First of all we need to understand what democracy actually means: “control of an organisation or group by the majority of its members”
When it comes to the control of a country, that control is vested in the representatives elected by the majority; all good so far. However, translate that into the governance of a company and we might have a different outcome.
Imagine for a moment that company “x” wishes to operate as a democracy. On the face of it this would appear to be forward thinking and potentially a model of corporate management to which others would aspire. But, if we develop this thinking, at its most extreme this would mean that decisions about the company’s strategy, marketing, technology and more worrying pay reviews (!) would be voted on by employees. We would also need to include all other stakeholders so apart from being rather cumbersome, could skew the desires of those at the sharp end (workers) particularly in quoted companies where shareholders would likely outnumber them. I suspect at the point where the needs of the employees and the shareholders became diametrically opposed we would no longer have democracy but more likely anarchy.

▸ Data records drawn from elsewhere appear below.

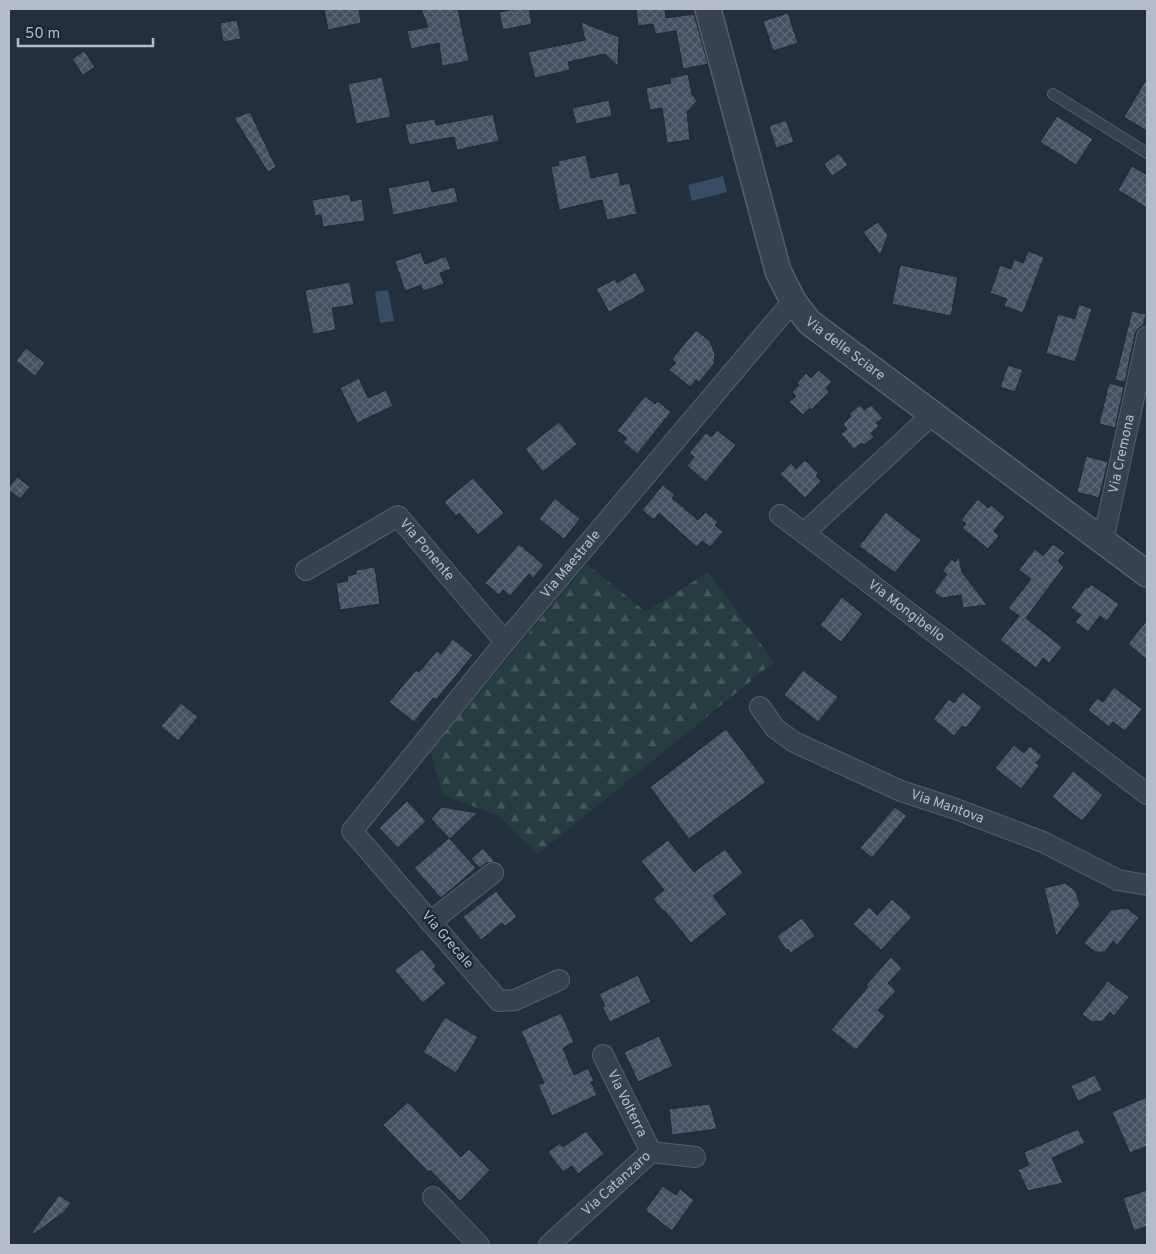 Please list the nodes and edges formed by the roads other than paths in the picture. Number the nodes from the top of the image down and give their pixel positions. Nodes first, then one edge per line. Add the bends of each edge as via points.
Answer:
1 (708, 9) edge
2 (1053, 94) dead end
3 (1147, 153) edge
4 (793, 300) junction
5 (1147, 337) edge
6 (933, 414) junction
7 (780, 515) dead end
8 (804, 533) junction
9 (1103, 541) junction
10 (306, 570) dead end
11 (1147, 574) edge
12 (505, 642) junction
13 (760, 707) dead end
14 (1147, 794) edge
15 (352, 831) joint
16 (493, 873) dead end
17 (1147, 885) edge
18 (430, 922) junction
19 (559, 980) dead end
20 (603, 1055) dead end
21 (651, 1152) junction
22 (695, 1157) dead end
23 (433, 1197) dead end
24 (479, 1245) edge
25 (549, 1245) edge

1 - 4 street, Via delle Sciare via 778,271
2 - 3 lane
4 - 6 street, Via delle Sciare via 809,322
4 - 12 street, Via Maestrale
5 - 9 street, Via Cremona
6 - 8 street
6 - 9 street, Via delle Sciare
7 - 8 street, Via Mongibello
8 - 14 street, Via Mongibello
9 - 11 street, Via delle Sciare
10 - 12 street, Via Ponente via 398,516
12 - 15 street, Via Maestrale
13 - 17 street, Via Mantova via 775,728 794,742 901,790 1043,842 1118,880
15 - 18 street, Via Grecale
16 - 18 street
18 - 19 street, Via Grecale via 499,1001 515,1000
20 - 21 street, Via Volterra
21 - 22 street, Via Catanzaro
21 - 25 street, Via Catanzaro
23 - 24 street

Let’s go back to the thought that employees might vote on their own pay reviews, hours of work, conditions et al. Sounds like a nightmare for the HR department doesn’t it? And if there was ever a good reason not to be democratic, surely this is the clincher? Not necessarily.
In the 1980s the inimitable Ricardo Semlar, on taking over the autocratically run family company at the age of 21, decided to operate in a more democratic way he called it “participatory”. Briefly, in a struggling economy in Brazil where many companies were closing or at best downsizing, Semco survived because the workforce voted, amongst other things, to reduce their wages, multi task and interestingly to approve every item of expenditure.